### Your instructions
Records follow. Pull out every line that contains "Costa".

### Supplied records
____________________
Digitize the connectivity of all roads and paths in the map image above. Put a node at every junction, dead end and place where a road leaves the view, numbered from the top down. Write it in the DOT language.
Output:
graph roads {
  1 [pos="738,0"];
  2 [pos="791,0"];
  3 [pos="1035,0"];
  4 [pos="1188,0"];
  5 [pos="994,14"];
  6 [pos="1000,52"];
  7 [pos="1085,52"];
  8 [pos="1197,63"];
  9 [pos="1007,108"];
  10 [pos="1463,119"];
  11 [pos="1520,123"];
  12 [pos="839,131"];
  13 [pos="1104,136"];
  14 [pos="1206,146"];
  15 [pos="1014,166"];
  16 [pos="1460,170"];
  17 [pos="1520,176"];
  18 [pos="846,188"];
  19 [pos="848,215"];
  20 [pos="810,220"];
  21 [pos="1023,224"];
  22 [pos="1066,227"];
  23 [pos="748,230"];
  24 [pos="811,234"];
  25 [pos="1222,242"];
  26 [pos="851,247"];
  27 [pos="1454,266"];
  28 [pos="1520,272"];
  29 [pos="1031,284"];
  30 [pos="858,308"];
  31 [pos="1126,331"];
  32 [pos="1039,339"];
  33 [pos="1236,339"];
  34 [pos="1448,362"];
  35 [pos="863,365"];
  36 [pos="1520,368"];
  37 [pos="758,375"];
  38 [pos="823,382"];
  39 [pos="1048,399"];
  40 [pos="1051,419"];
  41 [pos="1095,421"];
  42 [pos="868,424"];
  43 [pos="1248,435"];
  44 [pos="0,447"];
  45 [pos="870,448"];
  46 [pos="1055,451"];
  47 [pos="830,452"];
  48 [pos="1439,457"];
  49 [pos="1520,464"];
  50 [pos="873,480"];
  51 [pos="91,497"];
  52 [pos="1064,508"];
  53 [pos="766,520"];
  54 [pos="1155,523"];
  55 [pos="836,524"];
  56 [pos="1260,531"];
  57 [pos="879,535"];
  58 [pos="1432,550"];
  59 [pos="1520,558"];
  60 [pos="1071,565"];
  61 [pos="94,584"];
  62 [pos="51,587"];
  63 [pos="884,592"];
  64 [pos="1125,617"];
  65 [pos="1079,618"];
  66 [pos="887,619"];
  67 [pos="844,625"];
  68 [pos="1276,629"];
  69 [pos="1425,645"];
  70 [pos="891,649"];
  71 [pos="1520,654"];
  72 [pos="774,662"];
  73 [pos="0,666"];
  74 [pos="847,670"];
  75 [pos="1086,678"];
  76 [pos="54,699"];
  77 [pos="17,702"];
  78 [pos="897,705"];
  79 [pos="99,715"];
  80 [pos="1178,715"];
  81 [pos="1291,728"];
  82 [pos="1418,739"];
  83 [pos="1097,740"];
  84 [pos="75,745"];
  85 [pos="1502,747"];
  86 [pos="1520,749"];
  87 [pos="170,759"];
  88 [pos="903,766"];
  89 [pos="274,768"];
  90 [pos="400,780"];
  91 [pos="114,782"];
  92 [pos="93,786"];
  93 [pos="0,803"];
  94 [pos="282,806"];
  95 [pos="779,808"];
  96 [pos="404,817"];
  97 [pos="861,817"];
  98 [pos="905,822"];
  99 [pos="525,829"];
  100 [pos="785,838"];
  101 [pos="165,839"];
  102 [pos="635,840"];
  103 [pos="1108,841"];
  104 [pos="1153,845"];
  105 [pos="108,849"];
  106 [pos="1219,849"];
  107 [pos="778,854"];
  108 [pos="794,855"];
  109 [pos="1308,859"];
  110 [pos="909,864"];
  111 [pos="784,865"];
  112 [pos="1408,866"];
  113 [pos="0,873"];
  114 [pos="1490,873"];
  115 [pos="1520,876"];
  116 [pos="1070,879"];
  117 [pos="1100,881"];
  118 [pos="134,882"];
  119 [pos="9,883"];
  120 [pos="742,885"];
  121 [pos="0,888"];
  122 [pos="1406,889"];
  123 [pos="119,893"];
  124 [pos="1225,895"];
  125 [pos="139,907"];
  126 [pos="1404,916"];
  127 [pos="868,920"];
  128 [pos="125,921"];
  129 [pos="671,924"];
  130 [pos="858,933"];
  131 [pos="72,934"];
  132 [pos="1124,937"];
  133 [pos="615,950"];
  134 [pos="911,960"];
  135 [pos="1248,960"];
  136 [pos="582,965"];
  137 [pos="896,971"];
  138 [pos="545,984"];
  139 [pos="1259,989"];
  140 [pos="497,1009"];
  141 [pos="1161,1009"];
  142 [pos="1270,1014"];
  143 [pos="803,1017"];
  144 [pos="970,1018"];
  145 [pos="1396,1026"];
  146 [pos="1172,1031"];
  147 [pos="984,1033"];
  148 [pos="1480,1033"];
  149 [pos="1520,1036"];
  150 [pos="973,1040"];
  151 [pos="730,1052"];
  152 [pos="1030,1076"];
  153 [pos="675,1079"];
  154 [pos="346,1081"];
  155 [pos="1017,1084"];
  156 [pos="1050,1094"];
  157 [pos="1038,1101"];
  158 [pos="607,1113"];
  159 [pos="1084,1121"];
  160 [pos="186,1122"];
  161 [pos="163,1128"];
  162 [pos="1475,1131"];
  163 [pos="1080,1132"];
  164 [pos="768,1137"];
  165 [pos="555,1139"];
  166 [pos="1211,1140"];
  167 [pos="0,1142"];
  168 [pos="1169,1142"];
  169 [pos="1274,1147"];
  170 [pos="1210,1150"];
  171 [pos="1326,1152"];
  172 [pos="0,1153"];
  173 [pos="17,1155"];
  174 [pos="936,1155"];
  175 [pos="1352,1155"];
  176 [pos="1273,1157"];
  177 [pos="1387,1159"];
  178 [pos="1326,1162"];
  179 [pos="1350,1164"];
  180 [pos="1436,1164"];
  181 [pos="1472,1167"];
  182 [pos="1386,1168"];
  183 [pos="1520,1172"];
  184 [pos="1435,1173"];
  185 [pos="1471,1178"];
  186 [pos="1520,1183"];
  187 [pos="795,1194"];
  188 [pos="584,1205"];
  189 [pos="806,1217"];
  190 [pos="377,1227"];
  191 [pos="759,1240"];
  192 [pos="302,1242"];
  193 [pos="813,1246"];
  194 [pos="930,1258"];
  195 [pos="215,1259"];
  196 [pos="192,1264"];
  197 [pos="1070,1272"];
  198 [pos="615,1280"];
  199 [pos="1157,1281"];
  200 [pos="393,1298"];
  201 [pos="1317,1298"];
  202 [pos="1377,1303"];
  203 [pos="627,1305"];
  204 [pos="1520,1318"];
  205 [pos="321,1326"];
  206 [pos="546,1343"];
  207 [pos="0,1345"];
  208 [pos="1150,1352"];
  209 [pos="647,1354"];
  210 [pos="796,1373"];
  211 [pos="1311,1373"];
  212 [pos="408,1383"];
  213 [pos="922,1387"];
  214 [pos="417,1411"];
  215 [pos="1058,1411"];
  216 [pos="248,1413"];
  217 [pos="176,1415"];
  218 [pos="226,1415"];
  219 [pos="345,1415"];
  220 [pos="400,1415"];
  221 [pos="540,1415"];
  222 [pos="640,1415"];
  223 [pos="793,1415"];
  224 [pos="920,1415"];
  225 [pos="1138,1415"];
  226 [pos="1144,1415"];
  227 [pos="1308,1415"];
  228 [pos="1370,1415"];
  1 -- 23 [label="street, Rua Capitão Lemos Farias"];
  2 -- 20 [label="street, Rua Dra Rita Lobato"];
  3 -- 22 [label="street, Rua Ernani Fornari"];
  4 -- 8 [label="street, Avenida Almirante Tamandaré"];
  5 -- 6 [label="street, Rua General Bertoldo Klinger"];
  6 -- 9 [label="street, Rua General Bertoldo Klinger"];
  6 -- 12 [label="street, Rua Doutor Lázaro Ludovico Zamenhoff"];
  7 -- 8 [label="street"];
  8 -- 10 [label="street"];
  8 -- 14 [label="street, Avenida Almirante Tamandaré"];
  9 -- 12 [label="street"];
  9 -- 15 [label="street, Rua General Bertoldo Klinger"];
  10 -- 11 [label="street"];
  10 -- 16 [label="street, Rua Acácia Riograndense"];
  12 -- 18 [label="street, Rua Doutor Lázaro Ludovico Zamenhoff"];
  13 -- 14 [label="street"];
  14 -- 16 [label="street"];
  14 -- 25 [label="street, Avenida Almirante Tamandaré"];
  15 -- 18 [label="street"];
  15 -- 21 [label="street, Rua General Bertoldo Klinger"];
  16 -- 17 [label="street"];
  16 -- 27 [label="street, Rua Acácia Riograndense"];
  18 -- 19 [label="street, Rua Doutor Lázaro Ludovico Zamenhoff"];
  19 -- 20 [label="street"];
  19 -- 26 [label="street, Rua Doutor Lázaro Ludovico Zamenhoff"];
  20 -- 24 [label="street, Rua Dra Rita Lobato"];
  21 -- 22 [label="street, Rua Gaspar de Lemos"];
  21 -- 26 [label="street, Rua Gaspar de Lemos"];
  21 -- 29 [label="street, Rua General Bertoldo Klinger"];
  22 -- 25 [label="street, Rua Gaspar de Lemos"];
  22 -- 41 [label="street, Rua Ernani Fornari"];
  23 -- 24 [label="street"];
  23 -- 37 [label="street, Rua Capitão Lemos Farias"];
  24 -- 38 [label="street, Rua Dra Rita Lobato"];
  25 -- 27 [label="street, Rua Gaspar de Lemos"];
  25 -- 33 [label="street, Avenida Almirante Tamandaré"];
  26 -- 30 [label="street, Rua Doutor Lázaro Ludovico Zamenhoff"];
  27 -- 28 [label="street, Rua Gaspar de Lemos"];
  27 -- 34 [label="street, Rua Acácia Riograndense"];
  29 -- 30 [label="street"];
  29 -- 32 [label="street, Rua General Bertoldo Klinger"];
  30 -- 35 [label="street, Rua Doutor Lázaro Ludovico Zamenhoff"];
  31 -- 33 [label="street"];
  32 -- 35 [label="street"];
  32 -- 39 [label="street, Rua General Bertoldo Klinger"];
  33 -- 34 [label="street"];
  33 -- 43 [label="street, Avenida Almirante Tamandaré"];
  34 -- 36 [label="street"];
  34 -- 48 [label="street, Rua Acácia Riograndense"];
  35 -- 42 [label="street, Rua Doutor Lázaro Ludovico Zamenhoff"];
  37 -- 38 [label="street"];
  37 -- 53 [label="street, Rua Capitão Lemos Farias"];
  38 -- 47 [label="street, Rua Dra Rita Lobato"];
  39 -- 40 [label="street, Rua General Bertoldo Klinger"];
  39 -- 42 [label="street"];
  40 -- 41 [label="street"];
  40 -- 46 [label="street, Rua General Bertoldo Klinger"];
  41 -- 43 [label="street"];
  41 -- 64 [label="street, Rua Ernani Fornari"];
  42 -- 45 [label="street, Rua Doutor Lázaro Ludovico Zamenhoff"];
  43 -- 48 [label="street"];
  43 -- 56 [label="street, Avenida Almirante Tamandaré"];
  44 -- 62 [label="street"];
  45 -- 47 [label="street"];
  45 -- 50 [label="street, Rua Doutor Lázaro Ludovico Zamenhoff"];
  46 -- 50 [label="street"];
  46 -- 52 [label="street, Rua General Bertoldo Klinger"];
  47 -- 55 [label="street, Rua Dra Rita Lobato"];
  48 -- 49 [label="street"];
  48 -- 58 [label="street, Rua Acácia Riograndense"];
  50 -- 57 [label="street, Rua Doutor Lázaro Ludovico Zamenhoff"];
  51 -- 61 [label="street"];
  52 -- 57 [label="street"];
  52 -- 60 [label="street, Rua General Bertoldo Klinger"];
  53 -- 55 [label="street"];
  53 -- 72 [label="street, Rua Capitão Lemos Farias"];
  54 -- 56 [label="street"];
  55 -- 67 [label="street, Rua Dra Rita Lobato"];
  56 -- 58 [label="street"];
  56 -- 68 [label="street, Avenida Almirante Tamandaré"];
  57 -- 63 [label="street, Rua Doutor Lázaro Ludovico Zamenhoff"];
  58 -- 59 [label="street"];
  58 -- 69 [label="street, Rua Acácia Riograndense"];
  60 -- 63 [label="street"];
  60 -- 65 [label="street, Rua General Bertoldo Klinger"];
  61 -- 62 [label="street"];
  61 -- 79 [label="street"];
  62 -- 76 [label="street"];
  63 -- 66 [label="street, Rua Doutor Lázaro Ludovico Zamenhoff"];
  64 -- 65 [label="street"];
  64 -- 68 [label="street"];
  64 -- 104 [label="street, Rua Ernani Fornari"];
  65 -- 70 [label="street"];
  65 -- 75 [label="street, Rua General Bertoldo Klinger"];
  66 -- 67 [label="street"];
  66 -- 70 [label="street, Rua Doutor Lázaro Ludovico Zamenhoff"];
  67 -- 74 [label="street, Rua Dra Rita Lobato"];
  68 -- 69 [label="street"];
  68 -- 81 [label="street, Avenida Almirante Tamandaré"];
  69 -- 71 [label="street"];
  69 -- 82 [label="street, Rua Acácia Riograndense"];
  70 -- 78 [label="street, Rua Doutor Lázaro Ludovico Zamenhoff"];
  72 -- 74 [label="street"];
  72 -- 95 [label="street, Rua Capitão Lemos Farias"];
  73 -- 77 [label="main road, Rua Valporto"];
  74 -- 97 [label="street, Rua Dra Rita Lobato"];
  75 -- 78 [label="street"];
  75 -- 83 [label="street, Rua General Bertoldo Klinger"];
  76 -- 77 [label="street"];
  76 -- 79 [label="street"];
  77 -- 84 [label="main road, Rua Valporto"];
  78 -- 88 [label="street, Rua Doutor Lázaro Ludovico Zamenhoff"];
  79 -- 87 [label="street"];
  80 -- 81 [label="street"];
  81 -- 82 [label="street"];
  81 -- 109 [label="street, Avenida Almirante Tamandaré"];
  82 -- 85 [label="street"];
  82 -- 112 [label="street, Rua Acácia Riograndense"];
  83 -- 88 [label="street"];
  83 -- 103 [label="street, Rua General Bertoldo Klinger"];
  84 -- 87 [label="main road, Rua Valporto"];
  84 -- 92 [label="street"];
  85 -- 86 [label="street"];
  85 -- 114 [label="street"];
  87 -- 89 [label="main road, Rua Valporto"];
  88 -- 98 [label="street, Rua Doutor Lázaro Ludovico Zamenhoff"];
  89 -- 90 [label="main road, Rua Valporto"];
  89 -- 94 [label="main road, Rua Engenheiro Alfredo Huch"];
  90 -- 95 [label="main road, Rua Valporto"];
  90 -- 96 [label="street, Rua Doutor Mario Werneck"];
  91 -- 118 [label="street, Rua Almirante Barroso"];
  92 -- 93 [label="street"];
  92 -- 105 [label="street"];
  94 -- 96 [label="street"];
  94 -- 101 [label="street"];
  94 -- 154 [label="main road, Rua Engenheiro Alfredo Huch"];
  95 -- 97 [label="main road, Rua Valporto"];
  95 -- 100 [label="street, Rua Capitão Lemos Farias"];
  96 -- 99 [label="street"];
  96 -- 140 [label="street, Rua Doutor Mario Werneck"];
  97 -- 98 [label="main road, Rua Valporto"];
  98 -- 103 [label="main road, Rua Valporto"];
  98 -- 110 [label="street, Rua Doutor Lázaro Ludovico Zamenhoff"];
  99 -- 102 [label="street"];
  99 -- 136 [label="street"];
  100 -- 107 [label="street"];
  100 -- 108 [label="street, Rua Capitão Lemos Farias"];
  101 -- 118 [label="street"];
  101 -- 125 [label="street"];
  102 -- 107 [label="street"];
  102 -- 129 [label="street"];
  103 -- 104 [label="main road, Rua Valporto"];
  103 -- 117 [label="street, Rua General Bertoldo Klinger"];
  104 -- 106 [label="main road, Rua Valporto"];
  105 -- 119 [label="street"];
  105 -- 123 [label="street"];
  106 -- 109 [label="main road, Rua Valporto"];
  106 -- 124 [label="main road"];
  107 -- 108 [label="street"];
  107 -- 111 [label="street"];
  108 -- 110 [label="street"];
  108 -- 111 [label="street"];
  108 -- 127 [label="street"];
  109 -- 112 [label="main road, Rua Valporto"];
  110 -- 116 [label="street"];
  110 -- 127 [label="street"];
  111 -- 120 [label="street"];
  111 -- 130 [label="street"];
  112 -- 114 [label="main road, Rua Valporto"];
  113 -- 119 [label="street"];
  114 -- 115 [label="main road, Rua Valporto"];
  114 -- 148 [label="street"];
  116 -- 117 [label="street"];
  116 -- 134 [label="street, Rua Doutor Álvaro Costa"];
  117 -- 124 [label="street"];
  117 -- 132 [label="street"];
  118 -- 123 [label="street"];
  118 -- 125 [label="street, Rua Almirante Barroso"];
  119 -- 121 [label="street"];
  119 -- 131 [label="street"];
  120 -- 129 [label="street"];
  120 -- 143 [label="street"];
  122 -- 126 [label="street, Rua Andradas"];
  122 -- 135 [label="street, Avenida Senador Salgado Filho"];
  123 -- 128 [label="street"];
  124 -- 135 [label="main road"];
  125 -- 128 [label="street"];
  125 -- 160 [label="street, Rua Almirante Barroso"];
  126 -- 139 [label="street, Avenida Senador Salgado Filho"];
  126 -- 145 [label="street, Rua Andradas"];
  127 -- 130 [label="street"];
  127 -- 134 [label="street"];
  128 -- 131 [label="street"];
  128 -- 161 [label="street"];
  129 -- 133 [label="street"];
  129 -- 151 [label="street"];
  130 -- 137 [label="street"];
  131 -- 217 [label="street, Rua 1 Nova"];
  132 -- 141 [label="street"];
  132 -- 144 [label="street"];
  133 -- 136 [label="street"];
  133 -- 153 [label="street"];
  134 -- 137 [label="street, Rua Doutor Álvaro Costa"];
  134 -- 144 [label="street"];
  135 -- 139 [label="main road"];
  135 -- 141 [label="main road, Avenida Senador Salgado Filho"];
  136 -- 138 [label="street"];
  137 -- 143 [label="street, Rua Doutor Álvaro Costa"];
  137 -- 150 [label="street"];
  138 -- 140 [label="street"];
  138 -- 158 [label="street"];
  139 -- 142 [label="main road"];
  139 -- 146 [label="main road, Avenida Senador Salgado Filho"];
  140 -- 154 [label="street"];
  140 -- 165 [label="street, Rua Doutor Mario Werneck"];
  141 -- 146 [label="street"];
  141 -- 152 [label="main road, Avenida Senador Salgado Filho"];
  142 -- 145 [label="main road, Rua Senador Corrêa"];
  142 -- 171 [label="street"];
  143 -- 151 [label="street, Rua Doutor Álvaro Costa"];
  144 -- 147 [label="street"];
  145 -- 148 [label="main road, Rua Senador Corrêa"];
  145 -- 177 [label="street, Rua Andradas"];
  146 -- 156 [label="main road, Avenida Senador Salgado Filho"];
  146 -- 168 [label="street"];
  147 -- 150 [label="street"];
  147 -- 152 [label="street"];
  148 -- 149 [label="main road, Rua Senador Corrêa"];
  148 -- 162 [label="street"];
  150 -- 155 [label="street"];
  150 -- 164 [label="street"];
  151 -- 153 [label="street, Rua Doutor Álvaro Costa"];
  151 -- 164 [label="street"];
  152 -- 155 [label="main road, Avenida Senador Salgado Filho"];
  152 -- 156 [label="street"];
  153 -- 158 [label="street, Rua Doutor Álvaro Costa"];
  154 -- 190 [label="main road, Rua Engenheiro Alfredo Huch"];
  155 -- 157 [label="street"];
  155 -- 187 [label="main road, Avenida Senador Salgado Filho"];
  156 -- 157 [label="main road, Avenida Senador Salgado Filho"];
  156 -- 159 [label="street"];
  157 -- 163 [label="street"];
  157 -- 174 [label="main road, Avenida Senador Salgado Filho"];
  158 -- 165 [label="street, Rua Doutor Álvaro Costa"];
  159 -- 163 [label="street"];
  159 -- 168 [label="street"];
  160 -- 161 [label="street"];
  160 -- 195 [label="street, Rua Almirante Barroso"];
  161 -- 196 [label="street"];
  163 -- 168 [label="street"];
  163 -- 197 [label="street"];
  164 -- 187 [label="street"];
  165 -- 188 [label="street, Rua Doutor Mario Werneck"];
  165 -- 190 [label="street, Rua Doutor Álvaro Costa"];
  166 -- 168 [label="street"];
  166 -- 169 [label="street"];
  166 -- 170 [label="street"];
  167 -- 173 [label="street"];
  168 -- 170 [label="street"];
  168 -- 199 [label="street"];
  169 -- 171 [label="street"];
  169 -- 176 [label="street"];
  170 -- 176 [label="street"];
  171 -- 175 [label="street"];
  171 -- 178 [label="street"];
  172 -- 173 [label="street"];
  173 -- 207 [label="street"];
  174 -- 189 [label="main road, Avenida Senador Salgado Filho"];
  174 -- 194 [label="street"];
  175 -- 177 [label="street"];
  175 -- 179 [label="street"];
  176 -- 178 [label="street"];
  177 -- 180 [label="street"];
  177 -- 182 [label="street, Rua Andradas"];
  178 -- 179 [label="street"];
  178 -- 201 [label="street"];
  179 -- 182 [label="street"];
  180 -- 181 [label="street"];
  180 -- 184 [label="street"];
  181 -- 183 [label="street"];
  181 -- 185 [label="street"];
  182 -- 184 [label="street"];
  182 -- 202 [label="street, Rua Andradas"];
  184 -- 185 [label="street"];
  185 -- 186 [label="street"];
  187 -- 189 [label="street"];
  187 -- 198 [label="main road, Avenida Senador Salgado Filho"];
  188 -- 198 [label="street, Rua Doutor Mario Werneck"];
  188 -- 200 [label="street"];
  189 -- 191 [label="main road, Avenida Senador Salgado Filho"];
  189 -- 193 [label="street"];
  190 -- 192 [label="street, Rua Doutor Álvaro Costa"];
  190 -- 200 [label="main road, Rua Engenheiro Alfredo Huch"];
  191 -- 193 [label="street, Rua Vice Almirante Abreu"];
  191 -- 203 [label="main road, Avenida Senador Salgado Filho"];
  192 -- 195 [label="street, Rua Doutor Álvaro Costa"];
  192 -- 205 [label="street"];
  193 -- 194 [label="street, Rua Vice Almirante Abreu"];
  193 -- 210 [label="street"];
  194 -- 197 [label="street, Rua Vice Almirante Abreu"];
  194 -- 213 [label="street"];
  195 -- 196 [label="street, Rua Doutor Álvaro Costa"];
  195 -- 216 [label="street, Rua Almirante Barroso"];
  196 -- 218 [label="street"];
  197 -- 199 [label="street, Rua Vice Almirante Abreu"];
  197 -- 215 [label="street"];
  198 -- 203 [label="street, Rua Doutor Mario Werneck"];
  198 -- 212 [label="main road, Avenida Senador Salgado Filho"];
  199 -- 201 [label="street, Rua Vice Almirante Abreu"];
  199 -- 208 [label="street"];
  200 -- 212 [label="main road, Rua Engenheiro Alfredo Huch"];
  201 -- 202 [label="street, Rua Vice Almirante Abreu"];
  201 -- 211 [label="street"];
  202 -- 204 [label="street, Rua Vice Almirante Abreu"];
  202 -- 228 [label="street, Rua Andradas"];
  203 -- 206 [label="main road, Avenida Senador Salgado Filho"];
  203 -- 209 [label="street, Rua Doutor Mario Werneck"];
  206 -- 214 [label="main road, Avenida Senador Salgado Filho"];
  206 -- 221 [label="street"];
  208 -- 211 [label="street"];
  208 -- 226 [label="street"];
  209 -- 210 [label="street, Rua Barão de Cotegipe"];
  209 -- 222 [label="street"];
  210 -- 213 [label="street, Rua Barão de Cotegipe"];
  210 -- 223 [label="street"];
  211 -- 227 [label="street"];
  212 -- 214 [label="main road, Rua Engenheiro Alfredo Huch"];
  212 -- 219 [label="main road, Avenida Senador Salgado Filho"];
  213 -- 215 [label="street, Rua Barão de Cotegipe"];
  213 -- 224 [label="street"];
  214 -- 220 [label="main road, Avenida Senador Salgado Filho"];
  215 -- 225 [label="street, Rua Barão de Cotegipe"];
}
____________________
### Exercise solution
  116 -- 134 [label="street, Rua Doutor Álvaro Costa"];
  134 -- 137 [label="street, Rua Doutor Álvaro Costa"];
  137 -- 143 [label="street, Rua Doutor Álvaro Costa"];
  143 -- 151 [label="street, Rua Doutor Álvaro Costa"];
  151 -- 153 [label="street, Rua Doutor Álvaro Costa"];
  153 -- 158 [label="street, Rua Doutor Álvaro Costa"];
  158 -- 165 [label="street, Rua Doutor Álvaro Costa"];
  165 -- 190 [label="street, Rua Doutor Álvaro Costa"];
  190 -- 192 [label="street, Rua Doutor Álvaro Costa"];
  192 -- 195 [label="street, Rua Doutor Álvaro Costa"];
  195 -- 196 [label="street, Rua Doutor Álvaro Costa"];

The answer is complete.